WHAT YOU WILL DO | Restate each record word for word, omitting whatever pictures it holds.

MATERIAL FOR THE TASK START

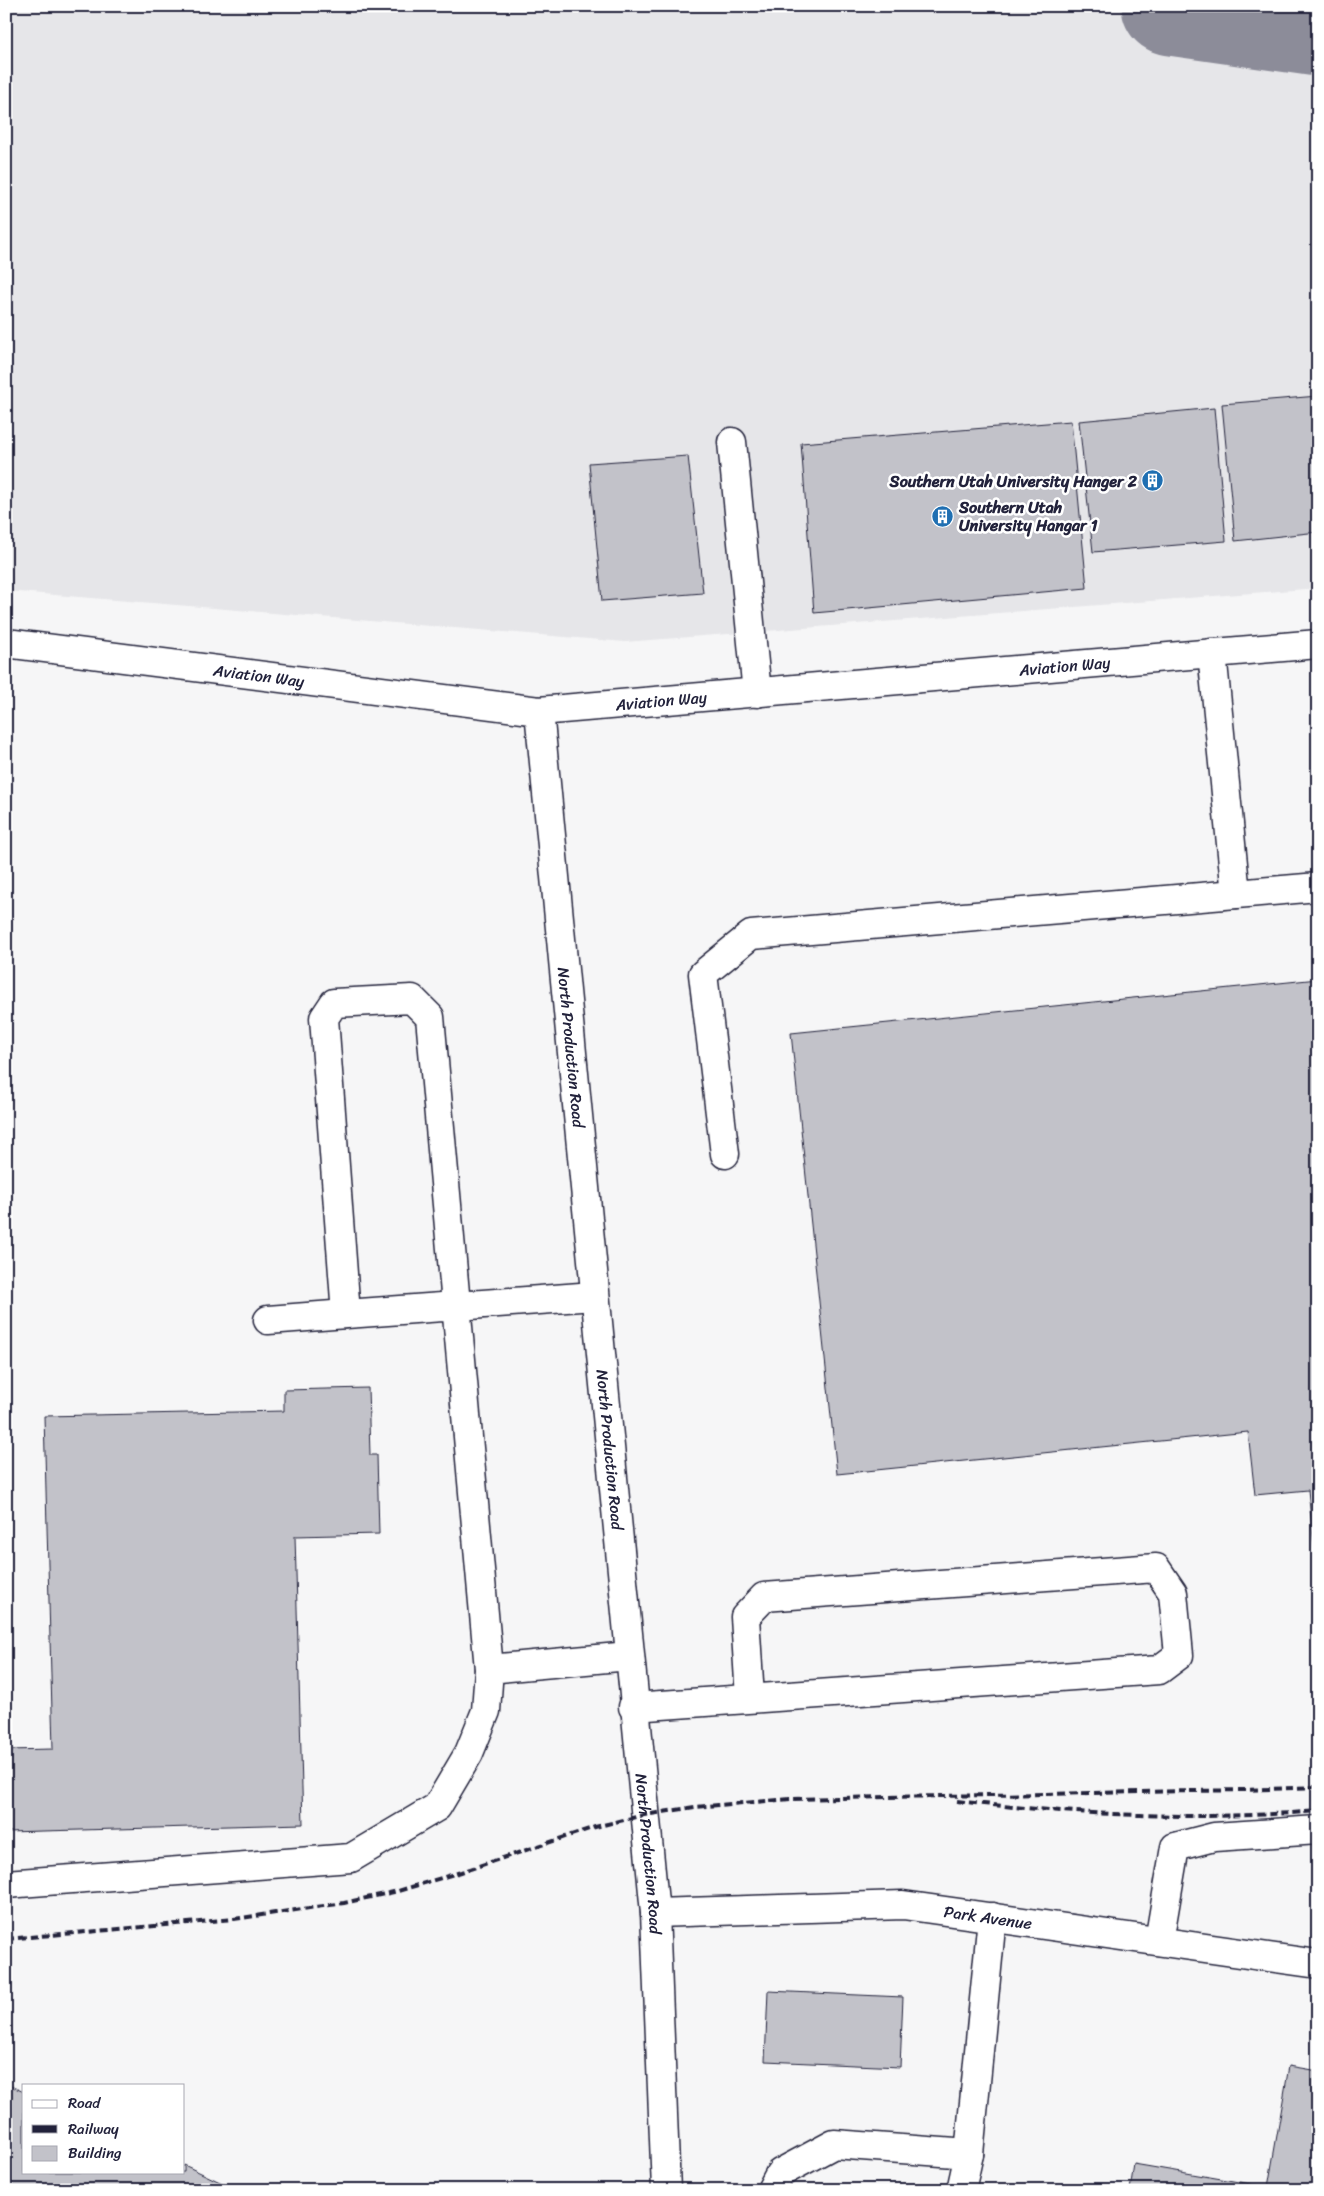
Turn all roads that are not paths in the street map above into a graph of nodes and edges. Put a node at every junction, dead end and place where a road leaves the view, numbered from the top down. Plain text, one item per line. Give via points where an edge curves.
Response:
1 (732, 442) dead end
2 (6, 643) edge
3 (1318, 644) edge
4 (1212, 653) junction
5 (757, 693) junction
6 (539, 711) junction
7 (1318, 887) edge
8 (1236, 894) junction
9 (725, 1154) dead end
10 (594, 1296) junction
11 (456, 1307) junction
12 (346, 1314) junction
13 (268, 1320) dead end
14 (628, 1656) junction
15 (489, 1669) junction
16 (750, 1698) junction
17 (633, 1707) junction
18 (1318, 1830) edge
19 (6, 1884) edge
20 (655, 1913) junction
21 (992, 1917) junction
22 (1160, 1941) junction
23 (1318, 1964) edge
24 (969, 2154) junction
25 (666, 2190) edge
26 (772, 2190) edge
27 (961, 2190) edge

1 - 5 street
2 - 6 street, Aviation Way
3 - 4 street, Aviation Way
4 - 5 street, Aviation Way
4 - 8 street
5 - 6 street, Aviation Way
6 - 10 street, North Production Road
7 - 8 street
8 - 9 street via 751,936 703,974
10 - 11 street
10 - 14 street, North Production Road
11 - 12 street
11 - 12 street via 430,1017 412,998 334,1003 324,1018
11 - 15 street
12 - 13 street
14 - 15 street
14 - 17 street, North Production Road
15 - 19 street via 486,1711 469,1753 438,1807 351,1858
16 - 16 street via 1159,1670 1179,1656 1173,1593 1156,1568 764,1597 745,1617
16 - 17 street
17 - 20 street, North Production Road
18 - 22 street via 1214,1837 1175,1847
20 - 21 street, Park Avenue via 902,1905
20 - 25 street, North Production Road
21 - 22 street, Park Avenue
21 - 24 street
22 - 23 street, Park Avenue
24 - 26 street via 834,2144 780,2172
24 - 27 street

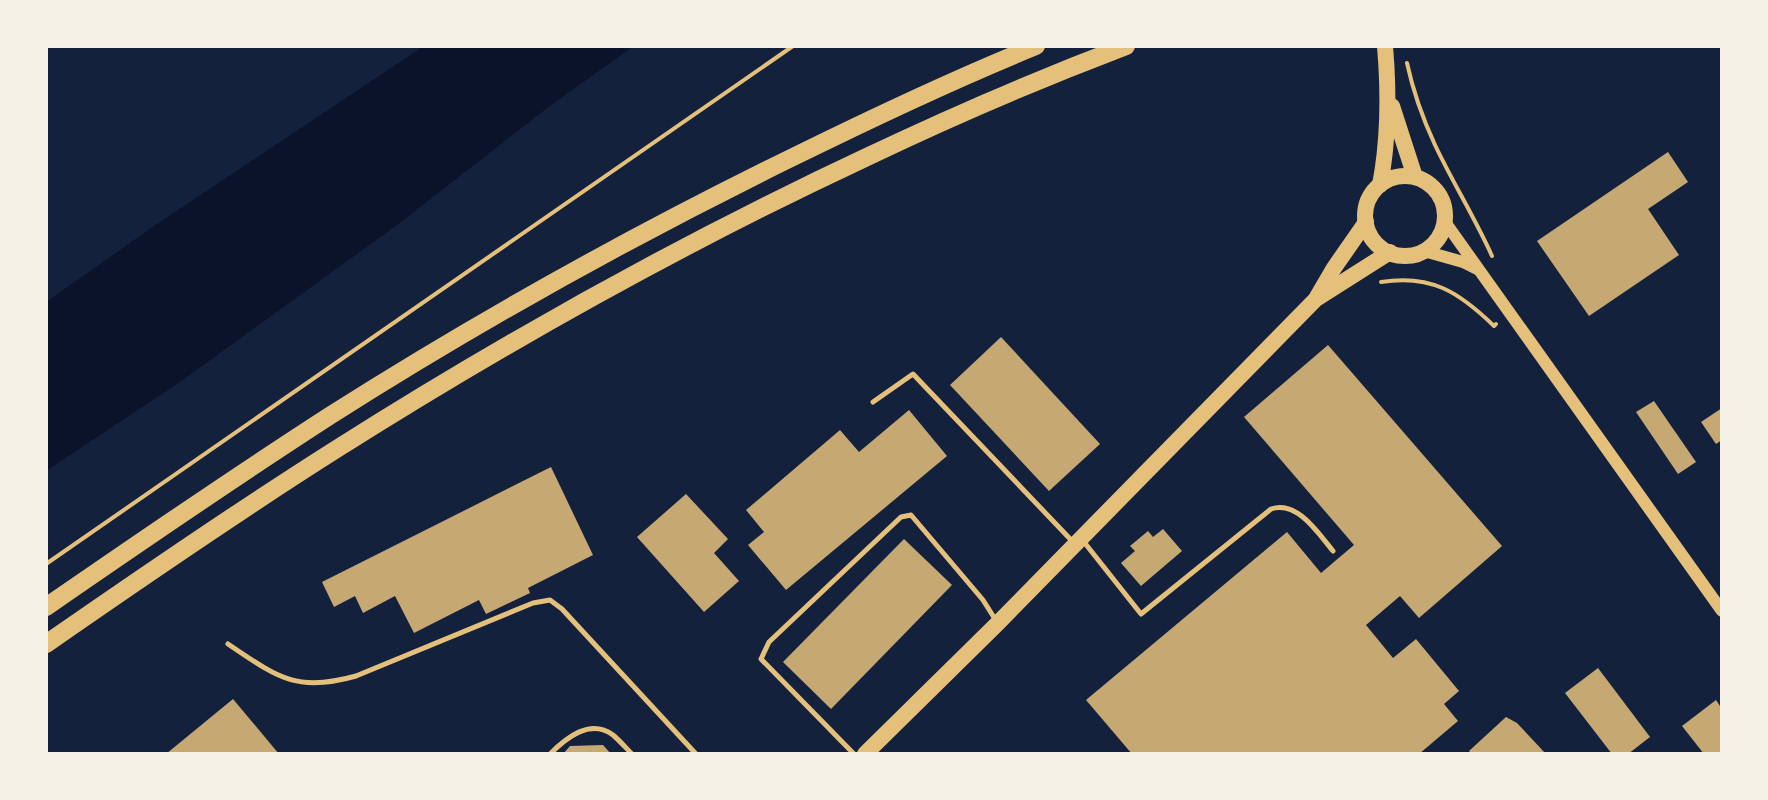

MATERIAL FOR THE TASK END

SOLUTION TO THE EXERCISE |
Turn all roads that are not paths in the street map above into a graph of nodes and edges. Put a node at every junction, dead end and place where a road leaves the view, numbered from the top down. Plain text, one item per line. Give via points where an edge curves.
Response:
1 (732, 442) dead end
2 (6, 643) edge
3 (1318, 644) edge
4 (1212, 653) junction
5 (757, 693) junction
6 (539, 711) junction
7 (1318, 887) edge
8 (1236, 894) junction
9 (725, 1154) dead end
10 (594, 1296) junction
11 (456, 1307) junction
12 (346, 1314) junction
13 (268, 1320) dead end
14 (628, 1656) junction
15 (489, 1669) junction
16 (750, 1698) junction
17 (633, 1707) junction
18 (1318, 1830) edge
19 (6, 1884) edge
20 (655, 1913) junction
21 (992, 1917) junction
22 (1160, 1941) junction
23 (1318, 1964) edge
24 (969, 2154) junction
25 (666, 2190) edge
26 (772, 2190) edge
27 (961, 2190) edge

1 - 5 street
2 - 6 street, Aviation Way
3 - 4 street, Aviation Way
4 - 5 street, Aviation Way
4 - 8 street
5 - 6 street, Aviation Way
6 - 10 street, North Production Road
7 - 8 street
8 - 9 street via 751,936 703,974
10 - 11 street
10 - 14 street, North Production Road
11 - 12 street
11 - 12 street via 430,1017 412,998 334,1003 324,1018
11 - 15 street
12 - 13 street
14 - 15 street
14 - 17 street, North Production Road
15 - 19 street via 486,1711 469,1753 438,1807 351,1858
16 - 16 street via 1159,1670 1179,1656 1173,1593 1156,1568 764,1597 745,1617
16 - 17 street
17 - 20 street, North Production Road
18 - 22 street via 1214,1837 1175,1847
20 - 21 street, Park Avenue via 902,1905
20 - 25 street, North Production Road
21 - 22 street, Park Avenue
21 - 24 street
22 - 23 street, Park Avenue
24 - 26 street via 834,2144 780,2172
24 - 27 street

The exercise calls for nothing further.